No fue hasta pisar tierra somalí que me sentí plena y en casa. La sonrisa que se dibujaba en mi cara pronto apareció también en la de mi madre. Tras recoger nuestras pertenencias y las cajas de comida que habíamos traído con nosotras para darlas al campo de refugiados donde se encontraban mis alumnos, fuimos directas a mi cabaña para poder descansar antes de que todo el campo se enterase de que estaba de vuelta y una ola de niños se abalanzase sobre mí saludándome y pidiéndome más libros, como era costumbre cada verano que venía.
Lo primero que hice fue presentarle a mi madre a Akanke, quien ¿cómo no?

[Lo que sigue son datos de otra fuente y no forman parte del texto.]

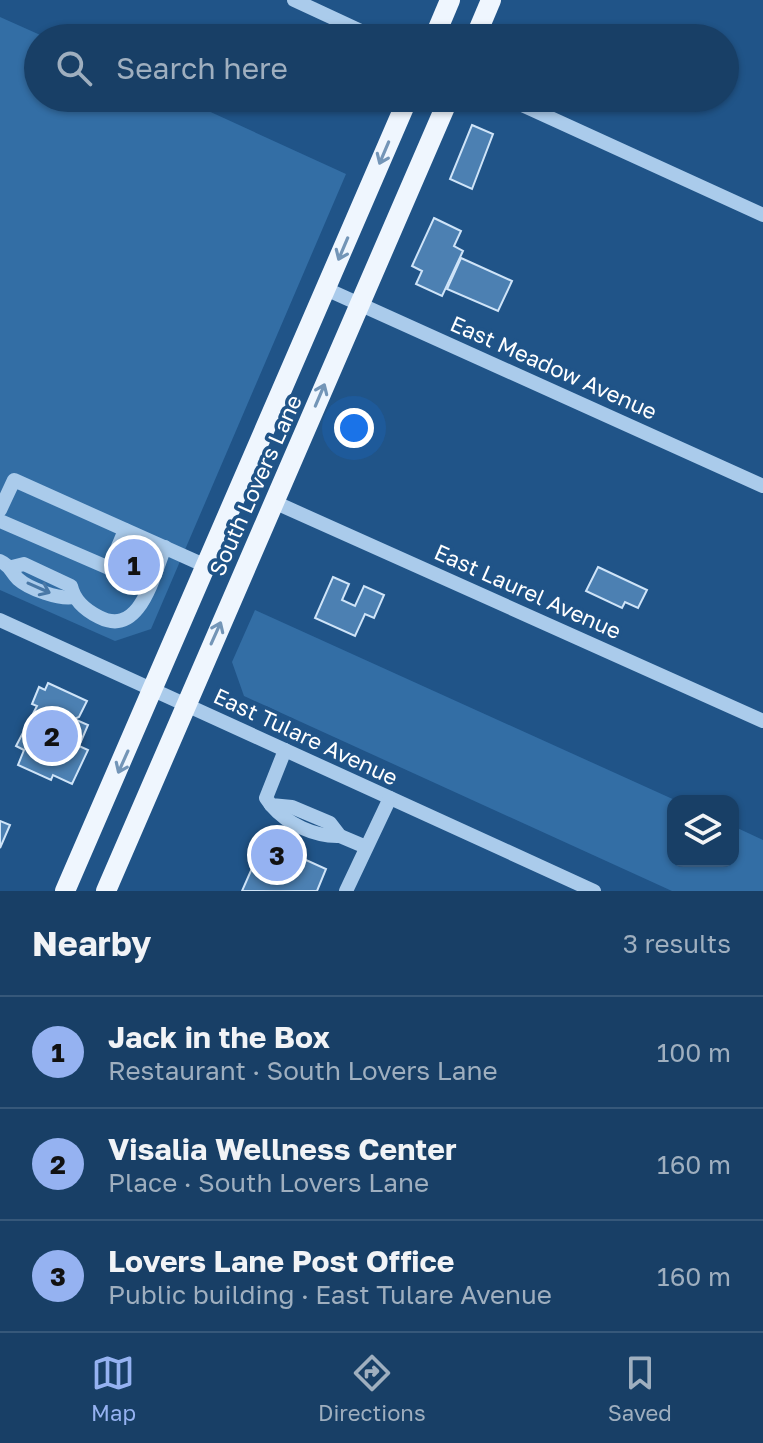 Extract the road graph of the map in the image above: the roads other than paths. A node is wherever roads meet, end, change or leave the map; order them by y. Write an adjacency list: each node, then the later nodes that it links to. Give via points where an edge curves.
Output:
1 (294, 0): 4 (street)
2 (450, 0): 5 (main road)
3 (491, 0): 6 (main road)
4 (346, 24)
5 (440, 24)
6 (481, 24)
7 (402, 112): 11 (main road, South Lovers Lane, one-way to 11)
8 (443, 112): 12 (main road, South Lovers Lane)
9 (538, 112): 10 (street)
10 (763, 215)
11 (326, 289): 12 (street, East Meadow Avenue); 20 (main road, South Lovers Lane)
12 (360, 304): 13 (street, East Meadow Avenue); 14 (main road, South Lovers Lane, one-way to 12)
13 (763, 486)
14 (274, 502): 23 (main road, South Lovers Lane, one-way to 14); 24 (street, East Laurel Avenue)
15 (0, 510): 17 (street, via 14,480)
16 (0, 521): 17 (street, via 109,568)
17 (125, 530): 18 (street)
18 (165, 547): 19 (street, one-way to 18, via 19,579 63,599 74,597 109,622 125,622 136,613); 20 (street)
19 (6, 564)
20 (206, 566): 22 (main road, South Lovers Lane)
21 (0, 620): 22 (street, East Tulare Avenue)
22 (154, 690): 23 (street, East Tulare Avenue); 28 (main road, South Lovers Lane, one-way to 28)
23 (186, 704): 25 (street, East Tulare Avenue); 29 (main road, South Lovers Lane)
24 (763, 721)
25 (285, 750): 26 (street, East Tulare Avenue); 27 (street, via 268,789 271,805 292,807 330,823 340,836)
26 (390, 798): 27 (street); 31 (street, East Tulare Avenue)
27 (366, 847): 30 (street)
28 (65, 891)
29 (106, 891)
30 (346, 891)
31 (594, 891)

Le sirvió un coco lleno de su maravilloso café. Aspiré su aroma y comprobé que mi madre me imitaba. Sus ojos se llenaron de fascinación y sorpresa al confirmar que lo que yo le contaba sobre EL CAFÉ era cierto. Más tarde, habiendo charlado durante más de una hora, Akanke se dio cuenta de lo nerviosa e impaciente que estaba por ver a Juji. Se levantó, me cogió de las manos y me dijo que iba a por ella.

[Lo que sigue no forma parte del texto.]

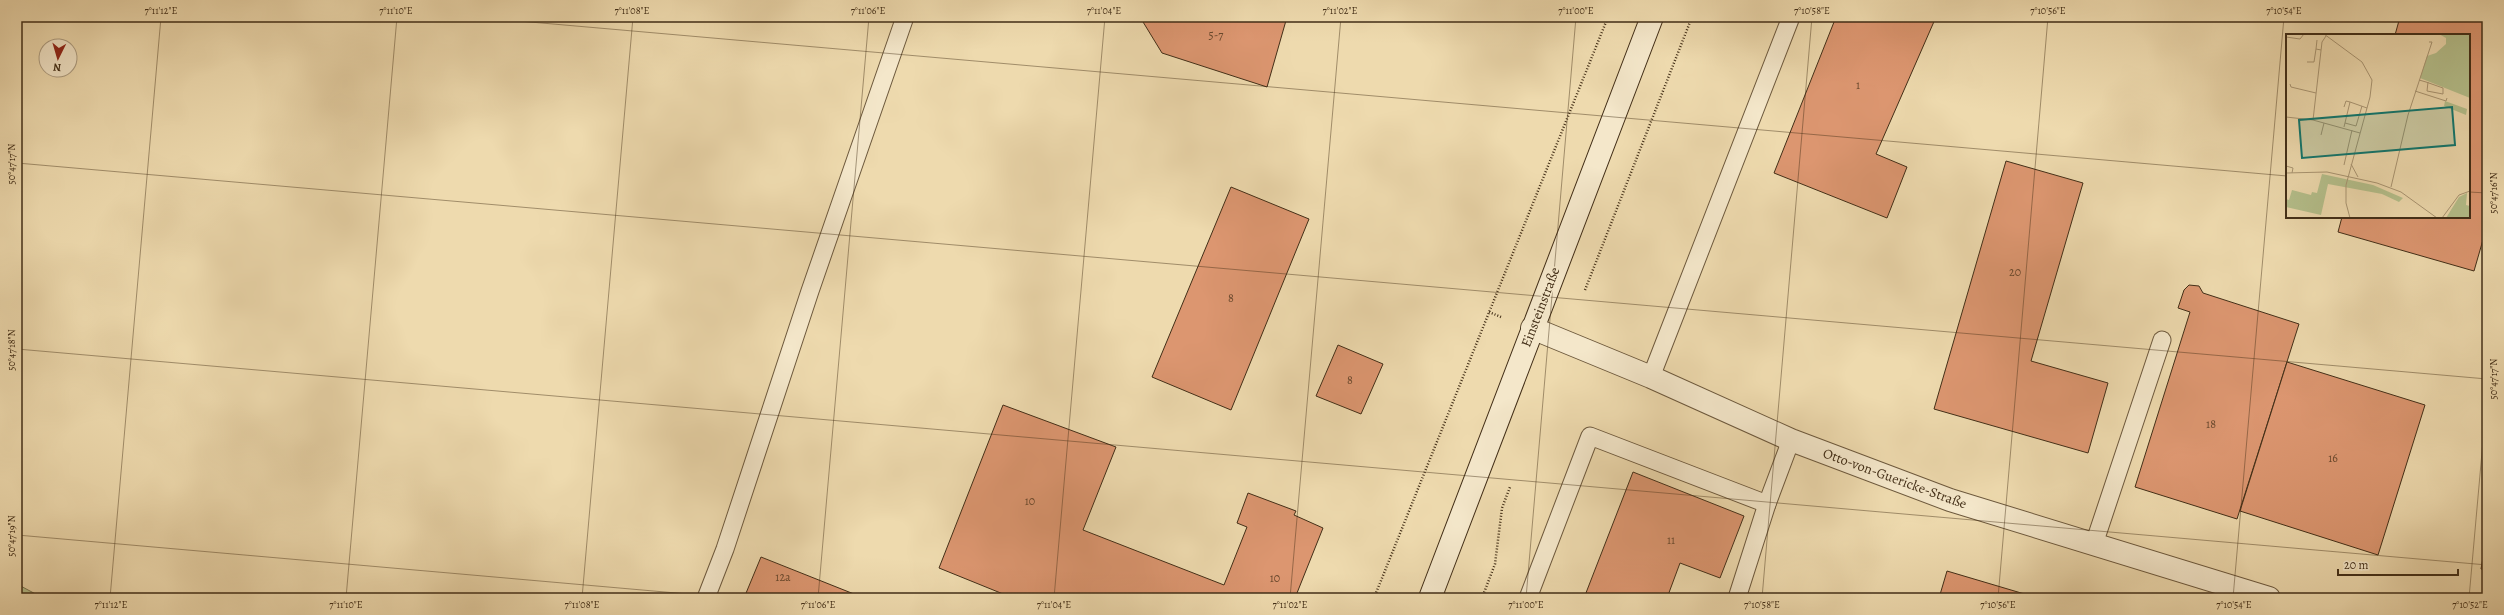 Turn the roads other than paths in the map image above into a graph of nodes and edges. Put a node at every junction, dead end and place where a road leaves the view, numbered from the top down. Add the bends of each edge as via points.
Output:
1 (905, 17) edge
2 (1652, 17) edge
3 (1791, 17) edge
4 (1532, 328) junction
5 (2162, 340) dead end
6 (1651, 377) junction
7 (1791, 440) junction
8 (1767, 504) junction
9 (2094, 544) junction
10 (706, 598) edge
11 (1430, 598) edge
12 (1528, 598) edge
13 (1737, 598) edge
14 (2269, 598) edge

1 - 10 lane via 810,291 725,549
2 - 4 street, Einsteinstraße
3 - 6 lane
4 - 6 street, Otto-von-Guericke-Straße
4 - 11 street, Einsteinstraße
5 - 9 lane
6 - 7 street, Otto-von-Guericke-Straße
7 - 8 lane
7 - 9 street, Otto-von-Guericke-Straße via 1950,500
8 - 12 lane via 1590,436
8 - 13 lane
9 - 14 street, Otto-von-Guericke-Straße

De lo excitada que estaba no me enteré de que mi madre posaba una mano sobre mi hombro intentando tranquilizarme y me entregaba el mismo peluche que en su día me regaló a mí. Los ojos se me llenaron de lágrimas al saber que lo había recordado y una mezcla de sentimientos me inundó. Estaba feliz porque iba a ser madre. Porque mi madre estaba conmigo, recordándome una vez más que estaba a mi lado apoyándome. Nerviosa porque no sabía si lo iba a hacer tan bien como ella lo había hecho conmigo. Y también sentía miedo, por no saber cuidar de Juji, por no saber explicarle bien su adopción, por no demostrarle todo lo que la quería.
Sin embargo, en el momento en el que la vi aparecer en los brazos de una de las mujeres del campo con Akanke a su lado se me pasó todo. Solo sentía amor. Me desbordaba y apretaba tanto en el pecho, como si ya no pudiese contenerse. Me lancé a por ella y en el momento en que la tuve entre mis brazos me sentí llena, me sentía más feliz que nunca. Sentía que ya no necesitaba nada más, todo lo que quería estaba allí conmigo. Y así lo comprobé al girarme y descubrir a mi madre, guapísima porque los rayos del sol iluminaban sus pecas como si fuesen miles de estrellas, sonriéndome y llorando junto a mí.